Government work will become a lot less appealing. Not long ago, government jobs were considered "recession-proof" because public-sector spending usually held up when the rest of the economy hit the skids. But those days look like they're ending. With such bloated federal budgets, critics are asking an obvious question: Why doesn't the government restructure and cut costs during hard times, the same way most companies do? The answer, finally, seems to be that it should.
[See who will prosper in 2011.]
Obama has already frozen federal pay for two years and said he'd like to see the consolidation of obsolete or overlapping agencies. Republicans favor a longer pay freeze and a 15 percent cut in the size of the federal workforce—which would still be mild compared to the cuts at many companies. Those kinds of moves are already happening at state and local governments. Critics of the government talk about the public sector as if it's a mere nuisance that needs to be reined in, but the government sector is a huge part of the economy. The federal government employs about 2.8 million people. All levels of government combined employ more than 22 million Americans, which is four times the size of the construction industry and twice the size of the manufacturing workforce. Cutting pay or axing some of those jobs might be necessary, but it will also reduce the number of consumers with money to spend, which could slow overall growth.
Eventually, government is going to cost more and deliver less. Washington can duck and weave for a few more years, but sooner or later, the government will have to tackle its debt—and kick the borrowing habit. Talk could start to become reality beginning in 2013, especially if Obama wins a second term and doesn't have to worry about reelection. And for anybody wondering what the spending cuts and tax increases might be, there have now been several bipartisan panels that have recommended a whole range of moves to solve the problem.
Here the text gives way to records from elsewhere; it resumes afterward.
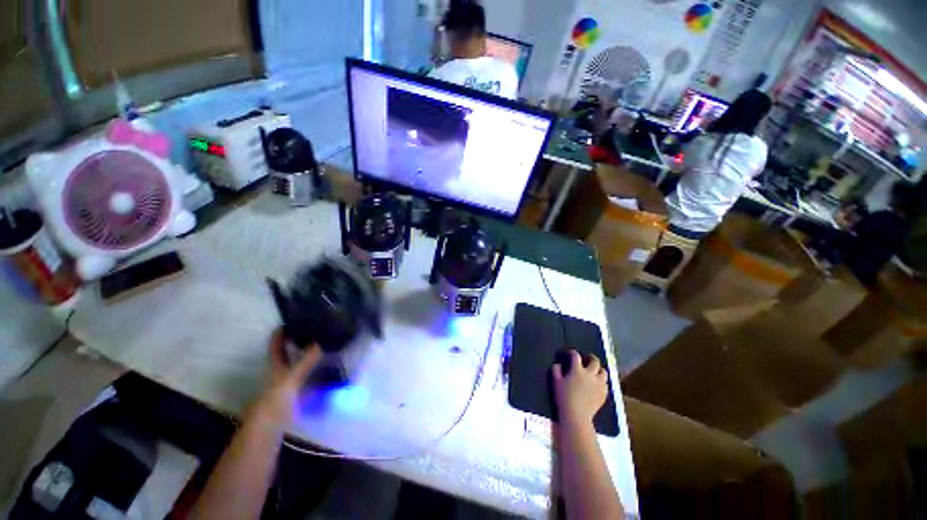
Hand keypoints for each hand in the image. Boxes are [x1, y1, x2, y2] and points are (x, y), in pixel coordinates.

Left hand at [249, 328, 321, 427]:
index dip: (282, 330)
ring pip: (299, 364)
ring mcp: (288, 382)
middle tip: (319, 330)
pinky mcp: (296, 393)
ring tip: (328, 345)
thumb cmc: (276, 400)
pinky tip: (329, 370)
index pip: (276, 342)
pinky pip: (309, 377)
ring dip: (311, 355)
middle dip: (301, 340)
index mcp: (275, 363)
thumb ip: (307, 360)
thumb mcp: (292, 377)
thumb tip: (322, 340)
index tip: (296, 317)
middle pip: (288, 351)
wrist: (269, 430)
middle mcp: (280, 370)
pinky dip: (318, 372)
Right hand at [552, 350, 608, 427]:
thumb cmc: (564, 397)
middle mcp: (590, 374)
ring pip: (604, 372)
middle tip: (587, 358)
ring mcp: (599, 384)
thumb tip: (558, 364)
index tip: (570, 353)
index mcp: (577, 370)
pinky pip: (605, 383)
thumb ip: (556, 370)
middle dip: (591, 357)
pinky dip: (601, 381)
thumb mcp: (555, 382)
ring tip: (594, 372)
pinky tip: (596, 384)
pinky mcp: (604, 393)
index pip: (576, 356)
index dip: (572, 352)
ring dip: (599, 370)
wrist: (577, 415)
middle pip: (595, 361)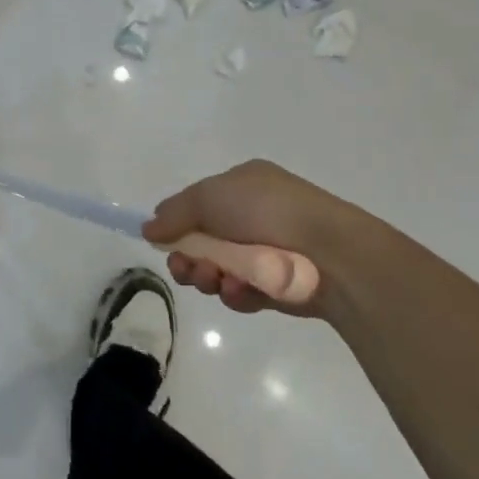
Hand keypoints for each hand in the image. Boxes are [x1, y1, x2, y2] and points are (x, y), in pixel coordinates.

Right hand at [143, 159, 384, 318]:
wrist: (330, 252)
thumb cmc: (266, 211)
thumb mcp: (209, 197)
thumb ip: (174, 213)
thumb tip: (148, 228)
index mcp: (243, 185)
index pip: (199, 204)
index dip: (178, 225)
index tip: (162, 243)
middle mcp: (255, 216)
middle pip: (204, 242)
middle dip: (189, 259)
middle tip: (185, 269)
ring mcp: (268, 252)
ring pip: (220, 270)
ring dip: (209, 277)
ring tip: (215, 280)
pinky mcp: (278, 286)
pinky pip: (244, 292)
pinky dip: (237, 293)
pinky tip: (242, 290)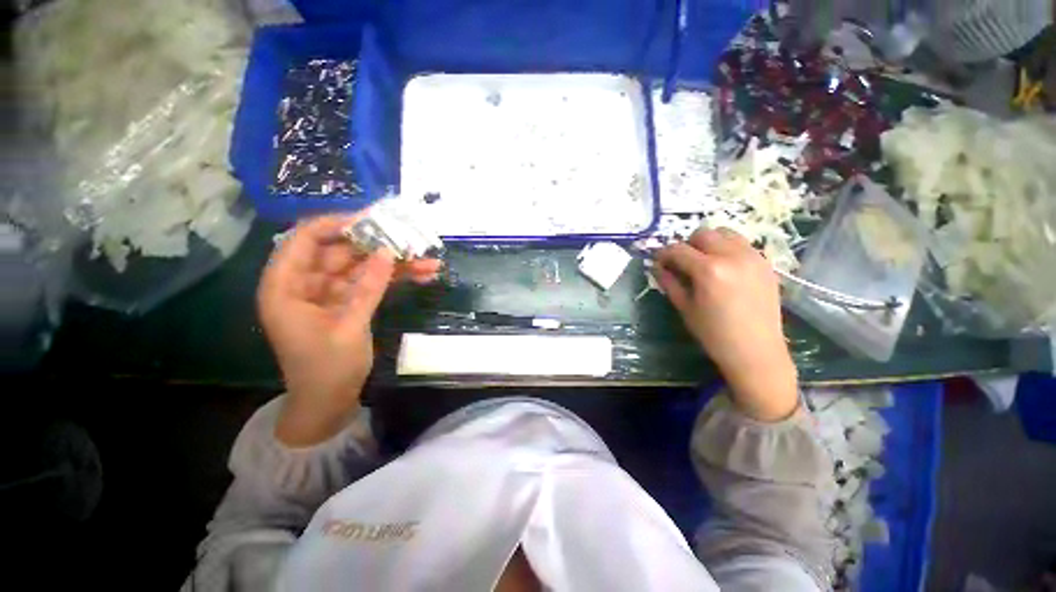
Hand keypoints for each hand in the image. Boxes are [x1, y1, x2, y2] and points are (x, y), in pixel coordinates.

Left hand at [258, 215, 440, 445]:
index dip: (337, 224)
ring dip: (395, 264)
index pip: (305, 239)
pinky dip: (395, 279)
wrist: (329, 403)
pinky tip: (422, 275)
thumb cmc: (327, 370)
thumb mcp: (348, 327)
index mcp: (286, 287)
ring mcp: (330, 292)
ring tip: (428, 260)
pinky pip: (372, 282)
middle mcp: (305, 283)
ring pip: (362, 266)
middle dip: (378, 245)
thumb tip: (387, 252)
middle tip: (411, 238)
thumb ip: (367, 287)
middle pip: (341, 251)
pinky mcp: (349, 301)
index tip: (374, 220)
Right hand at [655, 229, 797, 421]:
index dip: (664, 253)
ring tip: (704, 262)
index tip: (658, 261)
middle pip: (703, 233)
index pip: (678, 249)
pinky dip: (727, 248)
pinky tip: (724, 269)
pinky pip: (742, 244)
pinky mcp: (766, 263)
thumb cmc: (714, 334)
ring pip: (725, 233)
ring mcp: (753, 257)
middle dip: (687, 245)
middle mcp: (733, 256)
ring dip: (709, 242)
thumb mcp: (684, 307)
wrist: (756, 351)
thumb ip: (669, 282)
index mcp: (709, 270)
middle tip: (682, 263)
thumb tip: (656, 266)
It's a good bet, for instance, that seniors will have to bear more of their own healthcare costs and wait longer to start collecting Social Security payments. Politicians have said those cuts will be phased in gradually, but it might be wise to assume a more abrupt timeline. Medicaid spending and other services for the poor will probably decline. So will defense spending, which could affect thousands of people who work for defense contractors or are employed directly by the Defense Department.
A tax overhaul—which Obama mentioned in his State of the Union address—could simplify business and individual tax rates, with a lot fewer mind-boggling deductions. But the bottom line is that overall, taxes will rise for the wealthy and for many middle-income earners. The mortgage-interest deduction will probably be phased back, which could affect people with mortgages of $500,000 or more. And there could end up being a national sales tax, effectively raising prices on many things people buy, with likely exemptions for food, clothing, and basic necessities. In short, it's going to cost more to live in America, with fewer perks. The party is petering out.